Alain Ruscio : Un point d’histoire est peu connu : il s’agit du compor
tement des Communards exilés en Nouvelle-Calédonie, lors de la grande
révolte Kanak de 1878. Révoltés eux-mêmes, passionnés de justice, les
Communards ont-ils compris le sens de ce mouvement ?
Isabelle Merle : Intellectuels, artisans ou ouvriers, les Communards
sont effectivement des révoltés, dans le contexte spécifique de la
France métropolitaine, attachés à une certaine idée de la démocratie,
de la justice sociale, de la liberté et mus par un puissant patriotisme
de gauche. Ils n’échappent pas, cependant, aux présupposés de leur
époque fondés sur la supériorité de l’homme blanc, les bienfaits de
la civilisation et la nécessité de l’oeuvre de la France outre-mer. Ils
peuvent même, parce que de gauche, être convaincus du bien-fondé
de la mission civilisatrice de leur nation qu’ils chérissent par-dessus
tout. Pour la plupart, surtout, la question coloniale est, en 1870, un
sujet qui ne les concerne pas et qu’ils rencontrent fortuitement du
fait de leur exil en Nouvelle-Calédonie. Beaucoup vivront l’épisode
comme un intermède malheureux, les yeux rivés sur la métropole
dans l’attente impatiente d’un retour tant espéré.

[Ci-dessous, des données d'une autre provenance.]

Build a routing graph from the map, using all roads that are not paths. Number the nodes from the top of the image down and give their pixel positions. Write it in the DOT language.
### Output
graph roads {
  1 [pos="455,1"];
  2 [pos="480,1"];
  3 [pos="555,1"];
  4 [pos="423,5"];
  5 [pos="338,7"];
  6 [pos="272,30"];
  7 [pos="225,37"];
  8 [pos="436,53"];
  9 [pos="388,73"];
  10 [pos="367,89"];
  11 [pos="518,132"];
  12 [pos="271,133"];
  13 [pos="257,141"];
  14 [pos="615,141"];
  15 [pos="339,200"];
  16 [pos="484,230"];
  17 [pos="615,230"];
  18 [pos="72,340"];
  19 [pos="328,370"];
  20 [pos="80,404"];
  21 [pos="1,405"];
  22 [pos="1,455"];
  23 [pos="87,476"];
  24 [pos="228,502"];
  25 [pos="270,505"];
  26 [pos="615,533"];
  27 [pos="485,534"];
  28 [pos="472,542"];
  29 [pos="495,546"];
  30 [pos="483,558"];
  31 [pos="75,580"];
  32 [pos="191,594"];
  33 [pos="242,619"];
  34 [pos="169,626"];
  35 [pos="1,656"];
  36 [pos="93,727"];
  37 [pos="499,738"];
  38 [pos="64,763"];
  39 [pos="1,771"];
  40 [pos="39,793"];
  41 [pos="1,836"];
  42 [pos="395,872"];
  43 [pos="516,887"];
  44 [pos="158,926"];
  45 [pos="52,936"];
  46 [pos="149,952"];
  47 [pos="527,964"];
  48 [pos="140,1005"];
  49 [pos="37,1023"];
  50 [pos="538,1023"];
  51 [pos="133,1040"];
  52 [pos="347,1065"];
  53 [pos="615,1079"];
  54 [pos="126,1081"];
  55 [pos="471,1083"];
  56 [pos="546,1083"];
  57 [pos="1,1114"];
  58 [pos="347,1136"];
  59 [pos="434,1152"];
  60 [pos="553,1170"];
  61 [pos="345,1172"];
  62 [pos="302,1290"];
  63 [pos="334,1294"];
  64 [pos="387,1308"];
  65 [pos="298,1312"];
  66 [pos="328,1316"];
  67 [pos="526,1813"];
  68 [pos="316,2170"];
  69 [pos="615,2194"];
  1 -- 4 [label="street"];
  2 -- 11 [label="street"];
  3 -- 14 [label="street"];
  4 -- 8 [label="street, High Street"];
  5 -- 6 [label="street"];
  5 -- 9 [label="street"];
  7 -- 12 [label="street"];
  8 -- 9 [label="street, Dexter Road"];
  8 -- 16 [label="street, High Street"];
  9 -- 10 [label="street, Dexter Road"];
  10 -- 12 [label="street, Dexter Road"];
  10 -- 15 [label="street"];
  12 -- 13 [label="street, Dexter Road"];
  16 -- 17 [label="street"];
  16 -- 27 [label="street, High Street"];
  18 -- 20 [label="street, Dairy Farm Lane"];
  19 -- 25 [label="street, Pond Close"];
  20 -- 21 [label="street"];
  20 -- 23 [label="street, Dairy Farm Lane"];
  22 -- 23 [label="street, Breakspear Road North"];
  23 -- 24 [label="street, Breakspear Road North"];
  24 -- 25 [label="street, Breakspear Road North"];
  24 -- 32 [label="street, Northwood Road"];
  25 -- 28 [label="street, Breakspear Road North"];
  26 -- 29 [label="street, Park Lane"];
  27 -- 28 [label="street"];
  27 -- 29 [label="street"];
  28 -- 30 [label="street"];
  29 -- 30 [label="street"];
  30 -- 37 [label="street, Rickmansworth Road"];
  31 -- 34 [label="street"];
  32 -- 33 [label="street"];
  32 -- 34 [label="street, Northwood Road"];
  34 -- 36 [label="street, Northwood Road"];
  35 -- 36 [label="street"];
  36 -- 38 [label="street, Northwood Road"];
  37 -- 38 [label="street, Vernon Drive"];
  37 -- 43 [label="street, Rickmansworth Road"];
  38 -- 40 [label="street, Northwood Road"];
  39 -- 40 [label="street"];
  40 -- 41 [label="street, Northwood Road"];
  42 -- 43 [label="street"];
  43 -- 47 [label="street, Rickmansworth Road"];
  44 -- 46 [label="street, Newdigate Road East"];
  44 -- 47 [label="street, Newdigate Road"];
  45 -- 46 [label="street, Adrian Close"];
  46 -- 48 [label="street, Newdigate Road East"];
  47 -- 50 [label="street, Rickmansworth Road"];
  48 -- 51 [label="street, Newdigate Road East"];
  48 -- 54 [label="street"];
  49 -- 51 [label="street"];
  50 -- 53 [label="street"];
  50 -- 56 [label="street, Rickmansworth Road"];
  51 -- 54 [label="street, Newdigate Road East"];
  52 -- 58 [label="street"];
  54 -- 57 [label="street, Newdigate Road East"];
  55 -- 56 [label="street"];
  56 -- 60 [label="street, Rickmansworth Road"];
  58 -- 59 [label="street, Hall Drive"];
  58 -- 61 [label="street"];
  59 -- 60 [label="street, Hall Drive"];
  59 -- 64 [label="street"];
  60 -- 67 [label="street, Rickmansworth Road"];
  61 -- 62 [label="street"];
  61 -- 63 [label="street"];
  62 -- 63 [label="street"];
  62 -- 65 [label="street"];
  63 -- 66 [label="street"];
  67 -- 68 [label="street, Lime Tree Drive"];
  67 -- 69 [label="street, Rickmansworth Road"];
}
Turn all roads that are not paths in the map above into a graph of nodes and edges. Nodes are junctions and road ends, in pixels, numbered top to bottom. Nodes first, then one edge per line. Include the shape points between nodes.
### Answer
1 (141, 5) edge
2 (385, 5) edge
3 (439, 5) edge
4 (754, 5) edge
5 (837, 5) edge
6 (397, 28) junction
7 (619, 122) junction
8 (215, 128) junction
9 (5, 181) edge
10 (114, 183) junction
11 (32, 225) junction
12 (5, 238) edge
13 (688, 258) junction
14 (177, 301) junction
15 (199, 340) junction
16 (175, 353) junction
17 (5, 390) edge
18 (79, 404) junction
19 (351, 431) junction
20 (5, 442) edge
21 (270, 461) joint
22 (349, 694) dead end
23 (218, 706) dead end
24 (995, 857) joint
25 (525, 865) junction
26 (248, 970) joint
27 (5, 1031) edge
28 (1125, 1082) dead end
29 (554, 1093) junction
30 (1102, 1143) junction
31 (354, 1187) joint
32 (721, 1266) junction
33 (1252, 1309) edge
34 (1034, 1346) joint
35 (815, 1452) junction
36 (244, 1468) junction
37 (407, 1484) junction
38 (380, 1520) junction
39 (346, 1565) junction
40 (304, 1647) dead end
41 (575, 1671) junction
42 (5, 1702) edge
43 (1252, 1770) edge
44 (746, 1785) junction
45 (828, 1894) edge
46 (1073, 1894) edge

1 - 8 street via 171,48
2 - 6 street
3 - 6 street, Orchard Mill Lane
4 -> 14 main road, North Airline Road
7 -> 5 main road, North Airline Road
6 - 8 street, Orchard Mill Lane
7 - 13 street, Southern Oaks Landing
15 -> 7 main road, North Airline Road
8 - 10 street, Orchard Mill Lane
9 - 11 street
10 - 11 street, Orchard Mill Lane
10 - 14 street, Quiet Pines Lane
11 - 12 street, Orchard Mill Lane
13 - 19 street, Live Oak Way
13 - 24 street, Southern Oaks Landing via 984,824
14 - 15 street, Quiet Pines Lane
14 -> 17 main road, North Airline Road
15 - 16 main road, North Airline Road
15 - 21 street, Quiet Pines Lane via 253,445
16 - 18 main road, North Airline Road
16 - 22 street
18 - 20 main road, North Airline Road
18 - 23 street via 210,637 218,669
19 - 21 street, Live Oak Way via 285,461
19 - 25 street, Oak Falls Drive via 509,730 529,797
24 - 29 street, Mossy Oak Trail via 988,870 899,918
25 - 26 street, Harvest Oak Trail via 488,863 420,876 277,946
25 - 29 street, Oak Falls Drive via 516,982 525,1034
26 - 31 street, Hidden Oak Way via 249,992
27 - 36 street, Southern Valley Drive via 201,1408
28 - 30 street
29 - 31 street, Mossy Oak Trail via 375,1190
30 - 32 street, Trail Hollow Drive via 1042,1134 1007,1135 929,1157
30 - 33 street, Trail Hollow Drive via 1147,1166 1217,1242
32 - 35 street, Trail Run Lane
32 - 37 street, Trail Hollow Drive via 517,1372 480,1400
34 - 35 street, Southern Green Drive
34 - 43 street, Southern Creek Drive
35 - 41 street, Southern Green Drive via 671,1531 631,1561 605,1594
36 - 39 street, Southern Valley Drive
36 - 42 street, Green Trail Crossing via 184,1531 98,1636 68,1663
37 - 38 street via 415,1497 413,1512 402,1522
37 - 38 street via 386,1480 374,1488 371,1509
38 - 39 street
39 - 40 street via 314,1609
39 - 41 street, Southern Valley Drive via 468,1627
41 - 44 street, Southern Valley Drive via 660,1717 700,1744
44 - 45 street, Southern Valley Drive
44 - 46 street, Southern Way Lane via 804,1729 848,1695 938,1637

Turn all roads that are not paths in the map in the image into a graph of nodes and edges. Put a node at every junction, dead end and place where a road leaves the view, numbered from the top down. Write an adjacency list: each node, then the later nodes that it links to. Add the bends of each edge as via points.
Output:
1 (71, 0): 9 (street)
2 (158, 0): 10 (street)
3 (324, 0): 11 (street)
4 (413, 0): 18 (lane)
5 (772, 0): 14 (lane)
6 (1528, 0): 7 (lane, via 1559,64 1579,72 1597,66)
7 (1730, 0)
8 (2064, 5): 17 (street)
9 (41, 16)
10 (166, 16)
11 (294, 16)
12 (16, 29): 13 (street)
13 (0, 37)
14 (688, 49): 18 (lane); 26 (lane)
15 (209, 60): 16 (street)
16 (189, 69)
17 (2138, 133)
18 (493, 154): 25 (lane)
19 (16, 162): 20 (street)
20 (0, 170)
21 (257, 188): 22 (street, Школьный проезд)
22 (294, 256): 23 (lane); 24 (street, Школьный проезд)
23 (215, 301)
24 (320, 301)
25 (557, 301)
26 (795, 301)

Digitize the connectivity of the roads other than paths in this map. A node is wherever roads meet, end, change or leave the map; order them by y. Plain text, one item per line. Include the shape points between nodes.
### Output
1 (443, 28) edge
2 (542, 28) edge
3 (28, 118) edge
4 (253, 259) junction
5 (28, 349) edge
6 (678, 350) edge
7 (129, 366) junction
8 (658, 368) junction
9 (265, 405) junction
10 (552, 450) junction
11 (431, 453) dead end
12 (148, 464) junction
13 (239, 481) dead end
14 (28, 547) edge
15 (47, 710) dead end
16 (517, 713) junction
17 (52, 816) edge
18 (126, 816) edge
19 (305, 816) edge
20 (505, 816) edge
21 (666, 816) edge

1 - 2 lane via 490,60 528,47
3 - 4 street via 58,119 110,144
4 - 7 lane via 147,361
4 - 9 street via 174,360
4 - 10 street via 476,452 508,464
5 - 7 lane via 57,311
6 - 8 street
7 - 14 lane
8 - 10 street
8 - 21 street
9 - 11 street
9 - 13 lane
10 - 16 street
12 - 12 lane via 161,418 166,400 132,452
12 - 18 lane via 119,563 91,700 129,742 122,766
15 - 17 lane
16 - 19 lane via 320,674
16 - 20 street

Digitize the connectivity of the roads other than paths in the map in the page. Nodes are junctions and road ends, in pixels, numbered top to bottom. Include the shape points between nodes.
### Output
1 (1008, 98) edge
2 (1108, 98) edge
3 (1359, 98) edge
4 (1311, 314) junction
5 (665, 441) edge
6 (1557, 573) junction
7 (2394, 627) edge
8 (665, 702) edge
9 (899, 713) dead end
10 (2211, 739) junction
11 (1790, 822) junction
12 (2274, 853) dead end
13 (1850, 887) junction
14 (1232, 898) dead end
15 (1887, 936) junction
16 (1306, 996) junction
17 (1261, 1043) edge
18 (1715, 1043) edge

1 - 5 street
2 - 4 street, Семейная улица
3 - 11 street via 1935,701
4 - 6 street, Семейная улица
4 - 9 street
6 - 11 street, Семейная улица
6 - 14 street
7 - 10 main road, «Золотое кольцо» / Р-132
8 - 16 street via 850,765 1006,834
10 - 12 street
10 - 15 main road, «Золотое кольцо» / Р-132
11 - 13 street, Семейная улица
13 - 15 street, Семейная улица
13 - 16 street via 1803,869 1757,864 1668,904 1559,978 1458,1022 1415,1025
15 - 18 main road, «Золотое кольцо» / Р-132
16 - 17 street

Les Kanaks font
partie d’un décor qui symbolise leur relégation, tandis que la
souffrance de ces derniers reste étrangère. Lorsque la révolte de
1878 éclate, les Communards rallient dans leur grande majorité le
camp des Français auquel naturellement ils s’assimilent, beaucoup
demandant à combattre. Il y a évidemment quelques rares exceptions
et en particulier la célèbre Louise Michel qui a laissé de si belles
pages sur ce qu’elle a vu et compris du monde kanak. Prenant fait
et cause pour la révolte, elle fait preuve d’un esprit remarquablement
ouvert écrivant alors : « Eux aussi luttaient pour leur indépendance,
pour leur vie, pour la liberté. Moi, je suis avec eux, comme j’étais
avec le peuple de Paris révolté, écrasé, vaincu » (J. Baronnet,
J. Chalou, Les Communards en Nouvelle-Calédonie. Histoire de la
déportation, Paris, Mercure de France, 1987, p. 321).

http://www.persee.fr/web/revues/home/prescript/article/mots_0243-6450_1997_num_53_1_2449

Les choses ont-elles vraiment changé ..?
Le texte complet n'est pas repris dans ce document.